Task material =>

_ _ _ _ _

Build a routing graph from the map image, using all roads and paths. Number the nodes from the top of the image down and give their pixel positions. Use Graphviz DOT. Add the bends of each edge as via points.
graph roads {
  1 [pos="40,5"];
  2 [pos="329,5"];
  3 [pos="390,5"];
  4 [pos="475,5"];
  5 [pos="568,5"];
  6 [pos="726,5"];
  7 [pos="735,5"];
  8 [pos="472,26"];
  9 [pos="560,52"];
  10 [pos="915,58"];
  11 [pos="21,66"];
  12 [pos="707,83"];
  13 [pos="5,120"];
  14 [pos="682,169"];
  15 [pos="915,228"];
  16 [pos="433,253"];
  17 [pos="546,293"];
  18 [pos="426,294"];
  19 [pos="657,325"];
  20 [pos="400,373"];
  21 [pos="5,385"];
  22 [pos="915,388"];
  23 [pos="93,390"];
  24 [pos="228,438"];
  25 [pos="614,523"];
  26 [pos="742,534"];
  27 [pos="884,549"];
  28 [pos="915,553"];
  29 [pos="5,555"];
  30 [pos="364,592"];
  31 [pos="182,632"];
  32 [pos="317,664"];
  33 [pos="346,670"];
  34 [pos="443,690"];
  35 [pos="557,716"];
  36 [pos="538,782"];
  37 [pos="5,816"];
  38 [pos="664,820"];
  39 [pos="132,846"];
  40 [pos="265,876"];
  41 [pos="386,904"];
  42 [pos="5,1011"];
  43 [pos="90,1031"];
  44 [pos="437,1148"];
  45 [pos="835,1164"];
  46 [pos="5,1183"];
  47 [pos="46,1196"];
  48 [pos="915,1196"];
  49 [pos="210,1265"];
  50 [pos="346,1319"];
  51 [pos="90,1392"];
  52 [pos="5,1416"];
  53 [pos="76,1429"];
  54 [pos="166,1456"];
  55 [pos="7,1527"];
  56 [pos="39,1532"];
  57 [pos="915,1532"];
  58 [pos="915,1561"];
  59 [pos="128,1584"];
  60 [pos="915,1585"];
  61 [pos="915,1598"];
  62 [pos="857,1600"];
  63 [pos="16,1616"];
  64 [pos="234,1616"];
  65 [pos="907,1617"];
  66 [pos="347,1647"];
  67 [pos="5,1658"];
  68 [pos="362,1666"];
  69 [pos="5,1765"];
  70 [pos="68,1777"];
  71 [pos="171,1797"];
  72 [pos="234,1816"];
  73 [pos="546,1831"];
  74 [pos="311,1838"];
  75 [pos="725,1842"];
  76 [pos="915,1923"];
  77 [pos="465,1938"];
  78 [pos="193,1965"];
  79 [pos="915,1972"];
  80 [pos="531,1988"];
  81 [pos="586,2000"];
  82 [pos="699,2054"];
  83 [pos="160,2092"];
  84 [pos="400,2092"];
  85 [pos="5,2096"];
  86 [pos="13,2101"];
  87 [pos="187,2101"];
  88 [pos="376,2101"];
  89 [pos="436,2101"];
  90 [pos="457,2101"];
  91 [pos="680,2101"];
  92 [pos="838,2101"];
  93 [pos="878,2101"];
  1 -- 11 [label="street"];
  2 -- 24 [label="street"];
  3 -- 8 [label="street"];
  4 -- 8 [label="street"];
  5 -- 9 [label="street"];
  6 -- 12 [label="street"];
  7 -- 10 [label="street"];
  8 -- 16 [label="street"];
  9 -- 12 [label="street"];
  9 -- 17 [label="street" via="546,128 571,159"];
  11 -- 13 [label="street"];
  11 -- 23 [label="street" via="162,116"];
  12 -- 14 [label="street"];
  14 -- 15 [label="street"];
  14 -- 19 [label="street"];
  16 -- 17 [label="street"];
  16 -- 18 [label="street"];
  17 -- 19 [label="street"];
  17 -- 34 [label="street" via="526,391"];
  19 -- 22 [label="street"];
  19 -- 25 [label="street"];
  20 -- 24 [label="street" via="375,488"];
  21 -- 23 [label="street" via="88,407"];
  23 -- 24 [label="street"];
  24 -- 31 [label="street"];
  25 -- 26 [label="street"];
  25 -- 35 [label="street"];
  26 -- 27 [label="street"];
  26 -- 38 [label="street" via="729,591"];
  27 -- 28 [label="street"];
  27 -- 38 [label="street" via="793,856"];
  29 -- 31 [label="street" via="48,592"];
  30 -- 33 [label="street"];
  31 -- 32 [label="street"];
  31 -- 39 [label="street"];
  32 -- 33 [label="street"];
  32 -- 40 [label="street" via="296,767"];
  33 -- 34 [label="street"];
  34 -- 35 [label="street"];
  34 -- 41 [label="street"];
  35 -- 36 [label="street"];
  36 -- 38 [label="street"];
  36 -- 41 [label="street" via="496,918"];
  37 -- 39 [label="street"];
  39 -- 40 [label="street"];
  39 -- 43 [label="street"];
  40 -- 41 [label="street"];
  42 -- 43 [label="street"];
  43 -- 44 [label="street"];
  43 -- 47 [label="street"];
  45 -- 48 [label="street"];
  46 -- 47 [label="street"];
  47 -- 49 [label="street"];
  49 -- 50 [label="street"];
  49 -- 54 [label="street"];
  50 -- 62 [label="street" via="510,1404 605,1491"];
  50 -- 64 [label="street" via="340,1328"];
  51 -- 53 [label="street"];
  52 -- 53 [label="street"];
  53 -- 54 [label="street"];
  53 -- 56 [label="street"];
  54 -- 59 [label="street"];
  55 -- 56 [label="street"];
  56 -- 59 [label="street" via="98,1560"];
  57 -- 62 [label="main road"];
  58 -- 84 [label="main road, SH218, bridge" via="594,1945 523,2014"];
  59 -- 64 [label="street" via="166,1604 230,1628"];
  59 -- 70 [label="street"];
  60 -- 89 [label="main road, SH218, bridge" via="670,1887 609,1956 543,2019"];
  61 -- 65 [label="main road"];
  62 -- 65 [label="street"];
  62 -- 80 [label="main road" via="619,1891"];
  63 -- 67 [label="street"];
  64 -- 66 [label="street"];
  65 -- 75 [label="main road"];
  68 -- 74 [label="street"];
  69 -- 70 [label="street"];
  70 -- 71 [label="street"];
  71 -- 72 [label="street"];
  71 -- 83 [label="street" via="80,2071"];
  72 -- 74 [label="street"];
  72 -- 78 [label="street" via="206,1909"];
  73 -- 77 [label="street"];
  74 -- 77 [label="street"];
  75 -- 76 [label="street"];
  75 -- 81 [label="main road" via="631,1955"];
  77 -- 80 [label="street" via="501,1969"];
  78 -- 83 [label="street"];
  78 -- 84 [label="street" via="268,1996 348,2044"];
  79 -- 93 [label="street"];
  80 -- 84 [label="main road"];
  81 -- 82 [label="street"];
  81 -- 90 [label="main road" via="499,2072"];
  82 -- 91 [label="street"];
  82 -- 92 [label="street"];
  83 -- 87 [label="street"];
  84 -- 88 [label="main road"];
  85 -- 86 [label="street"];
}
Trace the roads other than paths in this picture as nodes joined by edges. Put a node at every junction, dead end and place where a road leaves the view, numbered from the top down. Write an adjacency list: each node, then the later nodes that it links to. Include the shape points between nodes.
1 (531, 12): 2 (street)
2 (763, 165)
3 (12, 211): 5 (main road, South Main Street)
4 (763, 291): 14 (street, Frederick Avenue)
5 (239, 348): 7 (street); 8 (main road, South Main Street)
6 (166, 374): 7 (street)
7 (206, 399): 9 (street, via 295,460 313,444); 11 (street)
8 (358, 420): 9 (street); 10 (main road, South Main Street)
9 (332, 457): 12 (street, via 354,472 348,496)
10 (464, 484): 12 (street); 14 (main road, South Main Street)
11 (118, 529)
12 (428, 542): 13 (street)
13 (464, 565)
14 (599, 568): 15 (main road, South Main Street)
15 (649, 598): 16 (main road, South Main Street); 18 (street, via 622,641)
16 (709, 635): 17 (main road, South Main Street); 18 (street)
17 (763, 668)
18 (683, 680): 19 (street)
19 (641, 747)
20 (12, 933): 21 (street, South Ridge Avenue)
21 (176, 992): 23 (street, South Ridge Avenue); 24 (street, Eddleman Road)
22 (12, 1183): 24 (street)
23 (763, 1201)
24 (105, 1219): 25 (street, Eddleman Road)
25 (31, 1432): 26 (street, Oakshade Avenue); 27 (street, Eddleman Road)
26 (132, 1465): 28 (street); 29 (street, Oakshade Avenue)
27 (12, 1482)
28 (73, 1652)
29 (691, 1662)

_ _ _ _ _

Goal of the exercise => Among the lines above, find those carrying the word "Avenue" and copy them out.

Answer section =>
4 (763, 291): 14 (street, Frederick Avenue)
20 (12, 933): 21 (street, South Ridge Avenue)
21 (176, 992): 23 (street, South Ridge Avenue); 24 (street, Eddleman Road)
25 (31, 1432): 26 (street, Oakshade Avenue); 27 (street, Eddleman Road)
26 (132, 1465): 28 (street); 29 (street, Oakshade Avenue)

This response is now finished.